Task description » Run through the records and show each line that includes the string "nodes".

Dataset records
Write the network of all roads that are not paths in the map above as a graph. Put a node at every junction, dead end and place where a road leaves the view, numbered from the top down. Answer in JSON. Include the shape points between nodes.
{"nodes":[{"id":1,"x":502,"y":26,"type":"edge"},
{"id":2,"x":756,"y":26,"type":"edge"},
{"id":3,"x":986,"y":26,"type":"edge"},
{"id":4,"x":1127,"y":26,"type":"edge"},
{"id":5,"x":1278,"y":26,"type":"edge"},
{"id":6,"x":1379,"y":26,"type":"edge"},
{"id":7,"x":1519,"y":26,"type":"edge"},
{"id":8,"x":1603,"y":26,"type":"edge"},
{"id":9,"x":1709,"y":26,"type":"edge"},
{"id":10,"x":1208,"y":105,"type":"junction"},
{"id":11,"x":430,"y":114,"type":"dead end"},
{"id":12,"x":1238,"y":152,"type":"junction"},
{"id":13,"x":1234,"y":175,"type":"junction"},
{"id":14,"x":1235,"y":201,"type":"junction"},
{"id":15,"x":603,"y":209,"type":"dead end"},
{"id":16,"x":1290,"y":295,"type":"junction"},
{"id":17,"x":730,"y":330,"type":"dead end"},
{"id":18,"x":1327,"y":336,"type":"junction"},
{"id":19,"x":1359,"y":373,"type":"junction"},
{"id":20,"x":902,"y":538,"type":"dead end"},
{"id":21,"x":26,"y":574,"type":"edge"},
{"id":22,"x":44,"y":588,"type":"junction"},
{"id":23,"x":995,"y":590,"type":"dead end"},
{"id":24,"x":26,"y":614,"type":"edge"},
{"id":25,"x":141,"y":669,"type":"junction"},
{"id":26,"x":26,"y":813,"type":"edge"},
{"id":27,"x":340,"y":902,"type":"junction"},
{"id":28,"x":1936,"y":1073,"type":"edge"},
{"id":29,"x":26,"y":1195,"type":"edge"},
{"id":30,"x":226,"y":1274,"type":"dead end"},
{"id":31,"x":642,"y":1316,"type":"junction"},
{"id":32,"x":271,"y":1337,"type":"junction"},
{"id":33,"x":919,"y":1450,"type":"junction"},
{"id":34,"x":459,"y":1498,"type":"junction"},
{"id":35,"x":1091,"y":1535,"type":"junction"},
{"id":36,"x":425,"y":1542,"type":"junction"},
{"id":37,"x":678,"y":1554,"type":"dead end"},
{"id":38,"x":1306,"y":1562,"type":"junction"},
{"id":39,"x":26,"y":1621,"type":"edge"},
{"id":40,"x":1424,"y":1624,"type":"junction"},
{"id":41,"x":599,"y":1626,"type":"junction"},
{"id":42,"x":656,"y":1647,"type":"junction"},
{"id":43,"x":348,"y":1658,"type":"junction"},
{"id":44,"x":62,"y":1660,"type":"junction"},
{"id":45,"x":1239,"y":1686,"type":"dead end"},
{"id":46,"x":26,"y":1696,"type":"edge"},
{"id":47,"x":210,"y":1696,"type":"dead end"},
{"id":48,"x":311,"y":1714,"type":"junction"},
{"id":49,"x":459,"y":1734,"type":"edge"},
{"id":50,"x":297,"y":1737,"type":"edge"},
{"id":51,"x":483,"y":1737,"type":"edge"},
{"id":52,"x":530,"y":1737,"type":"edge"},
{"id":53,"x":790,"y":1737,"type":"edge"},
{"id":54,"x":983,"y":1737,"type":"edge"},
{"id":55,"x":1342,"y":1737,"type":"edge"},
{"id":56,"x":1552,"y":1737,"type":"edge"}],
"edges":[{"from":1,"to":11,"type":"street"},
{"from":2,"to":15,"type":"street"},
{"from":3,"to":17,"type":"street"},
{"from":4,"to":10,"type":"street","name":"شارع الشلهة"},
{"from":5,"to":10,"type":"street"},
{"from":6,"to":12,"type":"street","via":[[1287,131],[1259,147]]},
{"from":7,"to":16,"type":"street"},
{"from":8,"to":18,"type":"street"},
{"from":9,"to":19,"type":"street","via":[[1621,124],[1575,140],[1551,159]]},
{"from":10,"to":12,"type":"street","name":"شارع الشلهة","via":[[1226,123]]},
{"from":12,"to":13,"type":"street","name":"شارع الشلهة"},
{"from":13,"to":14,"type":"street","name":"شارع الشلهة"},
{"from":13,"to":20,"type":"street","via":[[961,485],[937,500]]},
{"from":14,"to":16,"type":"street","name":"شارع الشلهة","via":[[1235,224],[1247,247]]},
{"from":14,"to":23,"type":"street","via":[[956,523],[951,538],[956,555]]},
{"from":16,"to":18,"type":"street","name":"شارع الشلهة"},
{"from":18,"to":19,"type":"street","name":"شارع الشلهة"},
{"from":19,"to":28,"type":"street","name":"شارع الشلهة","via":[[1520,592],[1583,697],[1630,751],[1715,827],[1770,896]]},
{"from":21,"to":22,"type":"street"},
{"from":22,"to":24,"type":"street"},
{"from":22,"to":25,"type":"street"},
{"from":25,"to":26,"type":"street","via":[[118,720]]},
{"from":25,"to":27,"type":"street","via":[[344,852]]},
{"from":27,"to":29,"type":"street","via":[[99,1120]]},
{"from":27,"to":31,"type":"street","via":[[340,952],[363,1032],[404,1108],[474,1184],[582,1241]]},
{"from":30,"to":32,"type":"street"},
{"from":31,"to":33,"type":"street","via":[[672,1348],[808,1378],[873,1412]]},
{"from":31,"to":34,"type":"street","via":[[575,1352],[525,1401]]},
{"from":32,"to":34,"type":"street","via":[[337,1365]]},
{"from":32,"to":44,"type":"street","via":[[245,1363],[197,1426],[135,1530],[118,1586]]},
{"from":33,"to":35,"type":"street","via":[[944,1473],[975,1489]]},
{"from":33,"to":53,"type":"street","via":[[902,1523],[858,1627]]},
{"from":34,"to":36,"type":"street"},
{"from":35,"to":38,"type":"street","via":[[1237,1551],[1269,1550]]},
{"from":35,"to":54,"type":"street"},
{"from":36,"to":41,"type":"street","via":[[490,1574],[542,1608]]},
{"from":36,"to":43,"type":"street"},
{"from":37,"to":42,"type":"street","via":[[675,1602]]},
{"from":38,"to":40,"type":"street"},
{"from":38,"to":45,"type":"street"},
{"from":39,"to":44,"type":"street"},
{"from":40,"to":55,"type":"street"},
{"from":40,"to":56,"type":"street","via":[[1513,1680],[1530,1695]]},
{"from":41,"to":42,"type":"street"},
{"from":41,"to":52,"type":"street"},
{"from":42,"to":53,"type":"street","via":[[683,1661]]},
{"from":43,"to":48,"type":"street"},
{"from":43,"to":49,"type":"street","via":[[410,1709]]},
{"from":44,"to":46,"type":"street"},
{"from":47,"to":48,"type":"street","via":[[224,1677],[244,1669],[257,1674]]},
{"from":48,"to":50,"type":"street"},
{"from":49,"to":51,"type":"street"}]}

Your solution »
Write the network of all roads that are not paths in the map above as a graph. Put a node at every junction, dead end and place where a road leaves the view, numbered from the top down. Answer in JSON. Include the shape points between nodes.
{"nodes":[{"id":1,"x":502,"y":26,"type":"edge"},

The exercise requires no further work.